In an essay forthcoming soon in the George Mason Law Review (and even sooner on SSRN), I shall have more to say about Lee Optical. But the most important point is this: strict scrutiny is not our only option when it comes to judicially protecting economic liberty. Economic liberties can also be protected from rent-seeking legislation benefiting some economic actors at the expense of others by a realistic inquiry into the actual rational basis of legislation. In my essay, I explain how the lower court in Lee Optical actually did this quite effectively after dutifully invoking the presumption of constitutionality. And the judicial authority for this inquiry is the much-revered opinion in Carolene Products.
When discussing economic liberty, Professor Schraub also repeats Justice Holme’s canard about the Fourteenth Amendment not enacting Mr. Herbert Spencer’s Social Statics. As I have explained elsewhere, slavery was an economic system and the Thirteenth and Fourteenth Amendment were designed to protect the economic liberties of the freedman and others, as evidenced by the economic liberties Congress protected in the Civil Rights Act of 1866. Unless those Amendments are confined by some variant of “original intent” to be limited only to the freedman, they protect — and were designed to protect — the economic and nonenonomic liberties of all Americans. Indeed the modern distinction between economic and noneconomic liberty is anachronistic when read back into the Thirteenth and Fourteenth Amendment. But it is enough merely to correct the record about Carolene Products and the origin and nature of modern “rational basis” scrutiny.

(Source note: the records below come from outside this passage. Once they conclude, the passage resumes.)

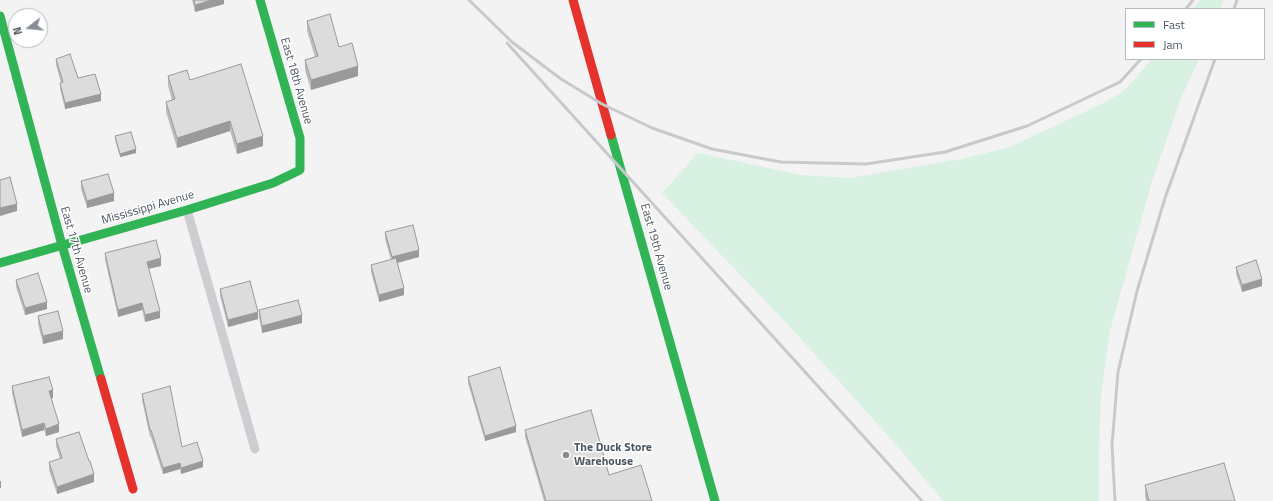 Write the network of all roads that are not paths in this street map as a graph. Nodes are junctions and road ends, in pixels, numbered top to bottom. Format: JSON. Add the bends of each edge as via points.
{"nodes":[{"id":1,"x":260,"y":0,"type":"edge"},
{"id":2,"x":573,"y":0,"type":"edge"},
{"id":3,"x":0,"y":16,"type":"edge"},
{"id":4,"x":300,"y":170,"type":"joint"},
{"id":5,"x":187,"y":210,"type":"junction"},
{"id":6,"x":62,"y":245,"type":"junction"},
{"id":7,"x":0,"y":262,"type":"edge"},
{"id":8,"x":255,"y":449,"type":"dead end"},
{"id":9,"x":133,"y":489,"type":"dead end"},
{"id":10,"x":715,"y":501,"type":"edge"}],
"edges":[{"from":1,"to":4,"type":"street","name":"East 18th Avenue","via":[[300,138]]},
{"from":2,"to":10,"type":"street","name":"East 19th Avenue"},
{"from":3,"to":6,"type":"street","name":"East 17th Avenue"},
{"from":4,"to":5,"type":"street","name":"Mississippi Avenue","via":[[273,183]]},
{"from":5,"to":6,"type":"street","name":"Mississippi Avenue"},
{"from":5,"to":8,"type":"lane"},
{"from":6,"to":7,"type":"street","name":"Mississippi Avenue"},
{"from":6,"to":9,"type":"street","name":"East 17th Avenue"}]} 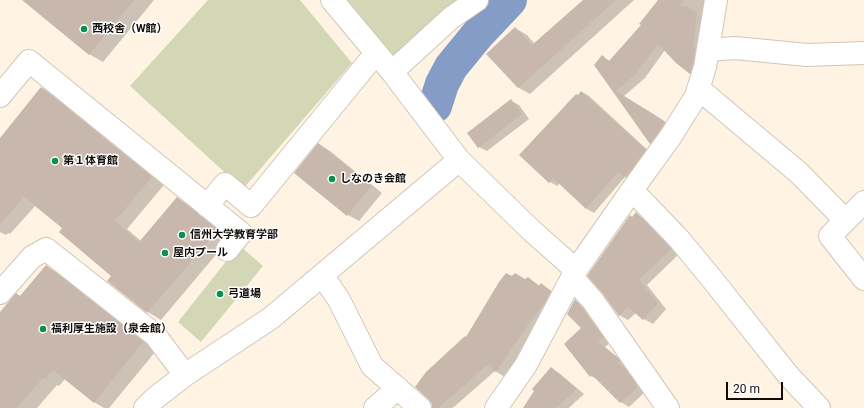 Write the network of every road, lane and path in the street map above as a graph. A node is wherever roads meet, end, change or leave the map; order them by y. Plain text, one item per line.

UPDATE: In case anyone thinks it is a stretch to characterize slavery as an economic system, here are the specific rights that Republicans in the Thirty-Ninth Congress sought to protect in the Civil Rights Act of 1866, which was enacted under the authority of Section 2 of the 13th Amendment, which prohibited “slavery” and “involuntary servitude”:
the right . . . to make and enforce contracts, to sue, be parties, and give evidence, to inherit, purchase, lease, sell, hold, and convey real and personal property, and to full and equal benefit of all laws and proceedings for the security of person and property . . .
Defending the constitutionality of the Civil Rights Act in Congress, Michigan Senator Jacob Howard noted this about a slave:
He owned no property, because the law prohibited him. He could not take real or personal estate either by sale, by grant, or by descent or inheritance. He did not own the bread he earned and ate . . . . Now, sir, it is not denied that this relation of servitude between the former negro slave and his master was actually severed by this amendment. But the absurd construction now enforced upon it leaves him without family, without property, without the implements of husbandry, and even without the right to acquire or use any instrumentalities of carrying on the industry of which he may be capable . . .
After the Civil Rights Act was vetoed on constitutional grounds by President Andrew Johnson, a Tennessee Democrat, the Republicans overrode his veto with a supermajority, and then proceeded to propose the 14th Amendment to ensure Congressional authority to protect these (and other) liberties. This information and more is in the article I linked to above.